- After the liberalization of 1991 in India, there has been a rapid increase in economic inequality. Increasing economic inequality questions the non-inclusive nature of economic mobility.
- As per the annual report on Oxfam’s wealth 2019, the top 1 percent of people in India have become 39 percent richer while the wealth of half the population at the bottom of the country has increased by only 3 percent in the same period.
- According to the Global Wealth Report (GWR) 2018, the top 10 percent of India’s rich people hold 77.4 percent of the country’s wealth. One percent of the wealthiest people own 51.5 percent of the country’s wealth. On the other hand, 60 per cent of the people at the bottom of the country own only 4.7 per cent.
- According to the GWR report 2017, between 2002 and 2012, the wealth of 50 per cent of the people at the bottom of the country decreased from 8.1 per cent to just 4.2 per cent. In the same period, the wealth of one percent of the richest people in the country increased from 15.7 percent to 25.7 percent. According to GWR data, only the top one percent of people in Indonesia and America have more wealth than India.
What is economic mobility?
- Economic dynamics reflect the change in economic condition of people over a given period of time. Economic dynamics are expressed as improvements in the income and social status of an individual or family over a lifetime or between generations.
- This mobility can occur between generations or in the inter-generational or individual’s lifetime. Mobility can also be absolute or relative.

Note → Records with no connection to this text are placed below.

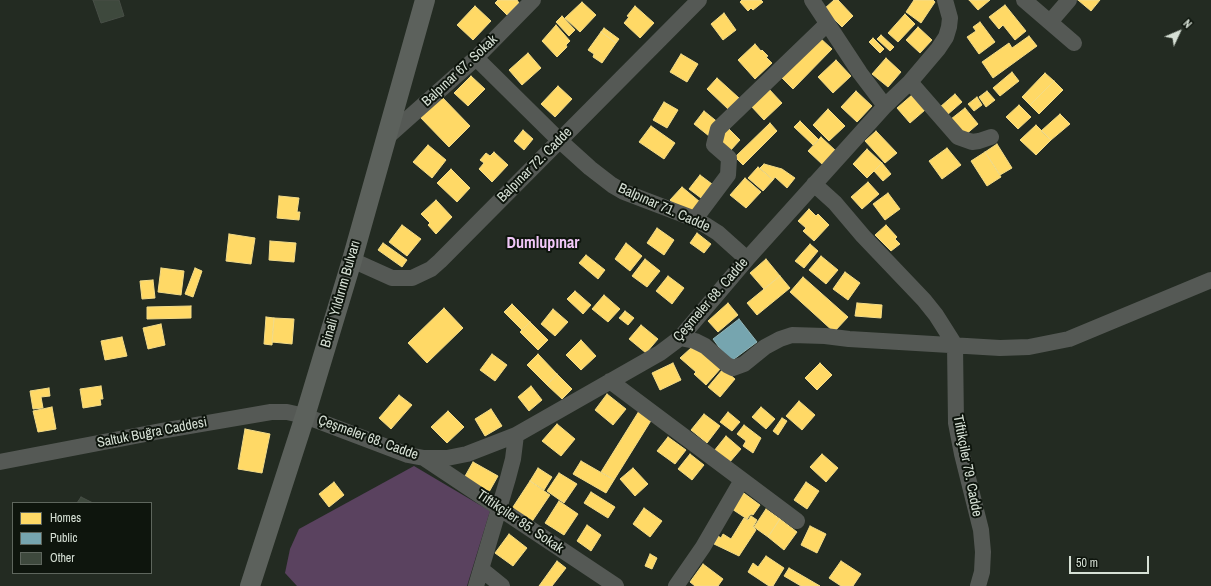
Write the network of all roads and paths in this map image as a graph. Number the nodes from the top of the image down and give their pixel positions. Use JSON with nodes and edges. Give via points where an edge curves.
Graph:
{"nodes":[{"id":1,"x":425,"y":0,"type":"edge"},
{"id":2,"x":533,"y":0,"type":"edge"},
{"id":3,"x":700,"y":0,"type":"edge"},
{"id":4,"x":812,"y":0,"type":"edge"},
{"id":5,"x":945,"y":0,"type":"edge"},
{"id":6,"x":1024,"y":0,"type":"edge"},
{"id":7,"x":1069,"y":0,"type":"edge"},
{"id":8,"x":1050,"y":22,"type":"junction"},
{"id":9,"x":827,"y":24,"type":"junction"},
{"id":10,"x":1074,"y":43,"type":"dead end"},
{"id":11,"x":476,"y":58,"type":"junction"},
{"id":12,"x":910,"y":82,"type":"junction"},
{"id":13,"x":885,"y":106,"type":"junction"},
{"id":14,"x":991,"y":137,"type":"dead end"},
{"id":15,"x":386,"y":139,"type":"junction"},
{"id":16,"x":560,"y":140,"type":"junction"},
{"id":17,"x":814,"y":184,"type":"junction"},
{"id":18,"x":695,"y":219,"type":"junction"},
{"id":19,"x":747,"y":259,"type":"junction"},
{"id":20,"x":352,"y":260,"type":"junction"},
{"id":21,"x":1211,"y":280,"type":"edge"},
{"id":22,"x":680,"y":338,"type":"junction"},
{"id":23,"x":955,"y":345,"type":"junction"},
{"id":24,"x":610,"y":381,"type":"junction"},
{"id":25,"x":305,"y":416,"type":"junction"},
{"id":26,"x":516,"y":435,"type":"junction"},
{"id":27,"x":424,"y":458,"type":"junction"},
{"id":28,"x":0,"y":462,"type":"edge"},
{"id":29,"x":742,"y":480,"type":"junction"},
{"id":30,"x":499,"y":508,"type":"junction"},
{"id":31,"x":797,"y":521,"type":"dead end"},
{"id":32,"x":481,"y":569,"type":"junction"},
{"id":33,"x":250,"y":586,"type":"edge"},
{"id":34,"x":476,"y":586,"type":"edge"},
{"id":35,"x":502,"y":586,"type":"edge"},
{"id":36,"x":616,"y":586,"type":"edge"},
{"id":37,"x":676,"y":586,"type":"edge"},
{"id":38,"x":978,"y":586,"type":"edge"}],
"edges":[{"from":1,"to":15,"type":"main road","name":"Binali Yıldırım Bulvarı"},
{"from":2,"to":11,"type":"street","name":"Balpınar 67. Sokak"},
{"from":3,"to":16,"type":"street","name":"Balpınar 72. Cadde"},
{"from":4,"to":9,"type":"street"},
{"from":5,"to":12,"type":"street","name":"Çeşmeler 68. Cadde","via":[[950,18],[946,37]]},
{"from":6,"to":8,"type":"street"},
{"from":7,"to":8,"type":"street"},
{"from":8,"to":10,"type":"street"},
{"from":9,"to":13,"type":"street"},
{"from":9,"to":18,"type":"street","via":[[718,129],[714,144],[729,158],[728,175]]},
{"from":11,"to":15,"type":"street","name":"Balpınar 67. Sokak"},
{"from":11,"to":16,"type":"street","name":"Balpınar 71. Cadde"},
{"from":12,"to":13,"type":"street","name":"Çeşmeler 68. Cadde"},
{"from":12,"to":14,"type":"street","via":[[958,137],[972,142]]},
{"from":13,"to":17,"type":"street","name":"Çeşmeler 68. Cadde"},
{"from":15,"to":20,"type":"main road","name":"Binali Yıldırım Bulvarı"},
{"from":16,"to":18,"type":"street","name":"Balpınar 71. Cadde","via":[[612,185]]},
{"from":16,"to":20,"type":"street","name":"Balpınar 72. Cadde","via":[[431,269],[412,278],[392,278]]},
{"from":17,"to":19,"type":"street","name":"Çeşmeler 68. Cadde"},
{"from":17,"to":23,"type":"street","via":[[835,203],[924,300]]},
{"from":18,"to":19,"type":"street","name":"Balpınar 71. Cadde","via":[[718,233]]},
{"from":19,"to":22,"type":"street","name":"Çeşmeler 68. Cadde"},
{"from":20,"to":25,"type":"main road","name":"Binali Yıldırım Bulvarı"},
{"from":21,"to":23,"type":"street","via":[[1069,339],[1029,347]]},
{"from":22,"to":23,"type":"street","via":[[705,346],[733,368],[744,364],[765,347],[792,335]]},
{"from":22,"to":24,"type":"street","name":"Çeşmeler 68. Cadde","via":[[660,353]]},
{"from":23,"to":38,"type":"street","name":"Tiftikçiler 79. Cadde","via":[[956,423],[983,552]]},
{"from":24,"to":26,"type":"street","name":"Çeşmeler 68. Cadde"},
{"from":24,"to":29,"type":"street"},
{"from":25,"to":27,"type":"street","name":"Çeşmeler 68. Cadde","via":[[408,455]]},
{"from":25,"to":28,"type":"street","name":"Saltuk Buğra Caddesi","via":[[271,412]]},
{"from":25,"to":33,"type":"main road","name":"Binali Yıldırım Bulvarı"},
{"from":26,"to":27,"type":"street","name":"Çeşmeler 68. Cadde","via":[[467,454],[447,458]]},
{"from":26,"to":30,"type":"street","via":[[510,472]]},
{"from":27,"to":30,"type":"street","name":"Tiftikçiler 85. Sokak"},
{"from":29,"to":31,"type":"street"},
{"from":29,"to":37,"type":"street","via":[[703,547]]},
{"from":30,"to":32,"type":"street"},
{"from":30,"to":36,"type":"street","name":"Tiftikçiler 85. Sokak"},
{"from":32,"to":34,"type":"street"},
{"from":32,"to":35,"type":"street"}]}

- A study conducted by economists from the World Bank, Dartmouth University and the MIT Institute has revealed that the intergenerational mobility of the people of India has remained stagnant since liberalization in 1991.
Effect of economic mobility on inequality
- Economic inequality arising due to economic inequality negatively affects people’s welfare in the long run.
- Economic mobility has the potential to mitigate the negative effects of inequality.
- If other factors are assumed to be neutral, then an economy with greater economic mobility produces more income and consumption parity in relation to an economy with less mobility.
Hindering economic mobility in India
- Poverty: Studies have revealed the fact that a large number of poor population in India is a major reason for the low rate of mobility in India.
- Inequality in property and income: Increasing inequality between different income levels has slowed the pace of economic mobility in India.
- Rural population: About 70 percent of India’s population lives in rural areas with extremely limited economic opportunities. This situation reduces the opportunity for economic mobility for a large population.
- Low level of education: Education is considered to be the best medium of upward mobility for a community or individual. High level of illiteracy and low level of quality education is the biggest obstacle to upward mobility in India.
- Social tax-caste and religion: Access to opportunity is limited for backward castes (SC / ST / OBC) in India, this also reduces the economic mobility of these castes. Similarly, due to lack of oppression and limited opportunities for minority communities (especially Muslims), the least economic mobility is seen.
In India, such families which are economically at the bottom of the society, get entangled in the vicious cycle of poverty due to increasing economic inequality and stable economic mobility. In this perspective, inequality in India causes the emergence of serious consequences. The study of economic mobility in the context of India has challenged the traditional view that according to which the condition of marginalized people in India is improving, it has also questioned the efficacy of those programs and schemes in India. Which are being implemented to improve the economic condition of the marginalized people. Instead of various temporary measures, the government should try to permanently improve the economic condition of poor families. For this, the government can adopt measures like capacity building and asset redistribution. The difference between caste, religion, gender and rural-urban can be reduced by emphasizing inclusive development in India. This will help in achieving faster economic mobility in India thereby reducing income disparities.